Where is the standard? Paul wrote to the Thessalonians, “be patient with everyone (1 Thess 5:14).” The writer of Hebrews suggests we should be imitators of those who through faith and patience inherit the promises of God (Heb 6:12). Abraham was given a spectacular promise, a son in his old age, and the patriarch believed God and it was reckoned to him as righteousness. However, Sarah did not bring forth the fruit of her womb for years. Faith and hope matured in Abraham, and patience was there with them. Because sanctification is a process, we can give thanks to Jesus Christ, who demonstrates His perfect patience as an example for those who would believe in Him for eternal life (1 Tim 1:16).

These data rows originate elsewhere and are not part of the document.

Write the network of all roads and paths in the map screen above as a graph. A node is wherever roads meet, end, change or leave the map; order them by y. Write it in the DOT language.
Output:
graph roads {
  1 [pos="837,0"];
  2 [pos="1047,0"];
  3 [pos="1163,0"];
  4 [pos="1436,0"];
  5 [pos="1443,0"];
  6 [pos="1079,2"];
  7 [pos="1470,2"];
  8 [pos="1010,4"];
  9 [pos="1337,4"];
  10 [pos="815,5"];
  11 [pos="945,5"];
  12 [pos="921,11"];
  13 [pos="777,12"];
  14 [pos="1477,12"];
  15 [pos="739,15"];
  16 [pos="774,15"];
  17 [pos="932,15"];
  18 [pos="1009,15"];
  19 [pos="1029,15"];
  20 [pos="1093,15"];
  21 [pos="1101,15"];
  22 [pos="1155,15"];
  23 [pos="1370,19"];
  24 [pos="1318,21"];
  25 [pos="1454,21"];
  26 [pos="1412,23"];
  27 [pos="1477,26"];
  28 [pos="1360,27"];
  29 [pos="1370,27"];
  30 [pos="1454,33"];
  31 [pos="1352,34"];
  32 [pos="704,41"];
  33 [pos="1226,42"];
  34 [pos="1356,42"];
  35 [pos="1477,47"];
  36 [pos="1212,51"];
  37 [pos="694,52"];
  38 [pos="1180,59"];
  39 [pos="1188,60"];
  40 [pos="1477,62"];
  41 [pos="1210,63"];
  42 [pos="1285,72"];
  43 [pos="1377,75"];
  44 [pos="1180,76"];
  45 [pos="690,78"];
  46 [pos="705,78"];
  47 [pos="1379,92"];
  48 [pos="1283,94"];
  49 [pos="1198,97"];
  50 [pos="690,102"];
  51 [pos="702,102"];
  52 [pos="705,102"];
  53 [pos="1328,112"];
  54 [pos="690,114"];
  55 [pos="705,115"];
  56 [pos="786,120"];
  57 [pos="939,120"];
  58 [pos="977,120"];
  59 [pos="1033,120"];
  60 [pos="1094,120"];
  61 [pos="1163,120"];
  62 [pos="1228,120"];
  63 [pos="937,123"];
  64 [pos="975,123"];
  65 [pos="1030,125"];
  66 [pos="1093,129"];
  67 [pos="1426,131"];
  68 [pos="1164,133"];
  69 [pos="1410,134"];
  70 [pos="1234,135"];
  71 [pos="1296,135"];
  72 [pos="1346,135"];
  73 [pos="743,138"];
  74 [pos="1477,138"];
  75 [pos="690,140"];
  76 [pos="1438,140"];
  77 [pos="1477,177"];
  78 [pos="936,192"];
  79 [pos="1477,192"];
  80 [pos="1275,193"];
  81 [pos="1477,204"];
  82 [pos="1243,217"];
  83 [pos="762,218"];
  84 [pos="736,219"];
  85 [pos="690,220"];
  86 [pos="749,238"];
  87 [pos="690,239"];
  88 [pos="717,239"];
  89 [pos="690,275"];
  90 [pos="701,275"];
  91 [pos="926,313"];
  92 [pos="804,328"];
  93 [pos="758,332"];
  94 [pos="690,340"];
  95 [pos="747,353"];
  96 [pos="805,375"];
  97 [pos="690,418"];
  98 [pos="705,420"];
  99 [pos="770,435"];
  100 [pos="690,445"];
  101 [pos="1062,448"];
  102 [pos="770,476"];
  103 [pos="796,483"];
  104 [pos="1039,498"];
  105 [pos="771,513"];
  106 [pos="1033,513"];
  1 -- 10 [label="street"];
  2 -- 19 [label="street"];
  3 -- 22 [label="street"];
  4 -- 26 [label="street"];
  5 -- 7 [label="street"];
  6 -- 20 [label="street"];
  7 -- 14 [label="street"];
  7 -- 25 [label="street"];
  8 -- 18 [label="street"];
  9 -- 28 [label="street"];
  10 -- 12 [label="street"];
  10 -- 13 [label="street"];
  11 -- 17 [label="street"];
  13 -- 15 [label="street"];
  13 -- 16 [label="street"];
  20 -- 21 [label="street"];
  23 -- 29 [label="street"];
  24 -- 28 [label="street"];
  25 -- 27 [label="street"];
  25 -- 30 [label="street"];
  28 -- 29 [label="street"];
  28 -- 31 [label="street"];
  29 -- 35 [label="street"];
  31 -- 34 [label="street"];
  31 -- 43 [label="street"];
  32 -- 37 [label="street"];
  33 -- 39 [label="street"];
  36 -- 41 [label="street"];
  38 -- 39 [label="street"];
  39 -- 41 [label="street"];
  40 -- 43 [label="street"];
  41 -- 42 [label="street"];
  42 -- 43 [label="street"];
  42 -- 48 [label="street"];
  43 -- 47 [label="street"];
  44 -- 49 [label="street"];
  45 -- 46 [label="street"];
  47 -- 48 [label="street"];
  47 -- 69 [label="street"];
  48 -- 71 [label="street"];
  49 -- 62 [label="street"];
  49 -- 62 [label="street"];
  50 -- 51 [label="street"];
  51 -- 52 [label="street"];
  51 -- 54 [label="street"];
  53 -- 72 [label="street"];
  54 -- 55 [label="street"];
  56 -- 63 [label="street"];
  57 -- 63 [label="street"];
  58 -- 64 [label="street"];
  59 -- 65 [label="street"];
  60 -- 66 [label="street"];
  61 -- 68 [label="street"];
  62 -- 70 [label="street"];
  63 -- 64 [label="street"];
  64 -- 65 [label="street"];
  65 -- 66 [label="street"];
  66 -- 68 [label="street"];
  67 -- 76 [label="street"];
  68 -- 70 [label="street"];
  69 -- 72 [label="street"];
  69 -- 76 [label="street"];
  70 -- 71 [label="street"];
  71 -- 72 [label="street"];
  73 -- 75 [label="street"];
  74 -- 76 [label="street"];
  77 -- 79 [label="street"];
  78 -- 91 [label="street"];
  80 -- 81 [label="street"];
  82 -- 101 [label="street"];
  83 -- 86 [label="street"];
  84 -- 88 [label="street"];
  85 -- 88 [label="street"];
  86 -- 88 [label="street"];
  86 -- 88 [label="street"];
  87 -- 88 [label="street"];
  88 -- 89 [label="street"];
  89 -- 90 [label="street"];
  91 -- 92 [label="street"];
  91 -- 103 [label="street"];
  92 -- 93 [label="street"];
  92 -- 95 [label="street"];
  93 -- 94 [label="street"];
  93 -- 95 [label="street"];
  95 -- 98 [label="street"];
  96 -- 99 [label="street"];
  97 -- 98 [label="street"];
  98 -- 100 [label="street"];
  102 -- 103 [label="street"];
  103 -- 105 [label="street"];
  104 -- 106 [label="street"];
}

How long do we wait? James answers, “Therefore, be patient, brethren until the coming of the Lord (Jam 5:7).” Christians wait eagerly for Him (Ps 39:7; Is 26:8), without shame (Ps 69:6), and for His lovingkindness (Ps 147:11). As we wait for our full salvation (Prv 20:22; Is 25:9), He renews our strength (Is 40:31).
So, we have seen some different facets to patience. There is the patience we see in God, and especially in Christ. We have acknowledged patience, being an attribute of God, manifested by the work of the indwelling Spirit as spiritual fruit in the believer. It is grace from God. Patience can be long suffering with others. It can be long waiting in time. It is something to be practiced and something worth attaining.
In conclusion, we must pray for God to give us patience. We must consciously subject ourselves to the Holy Spirit for the manifestation of the fruit of the Spirit. We must recognize God’s providence in ordering our steps to wait upon the Lord. May you find contentment in Christ alone, and may you redeem the time, from now until the things hoped for have come to fruition. As you wait, remember, patience comes to you by His grace, so be sure to give Him thanks. I know you will grow in patience…just wait.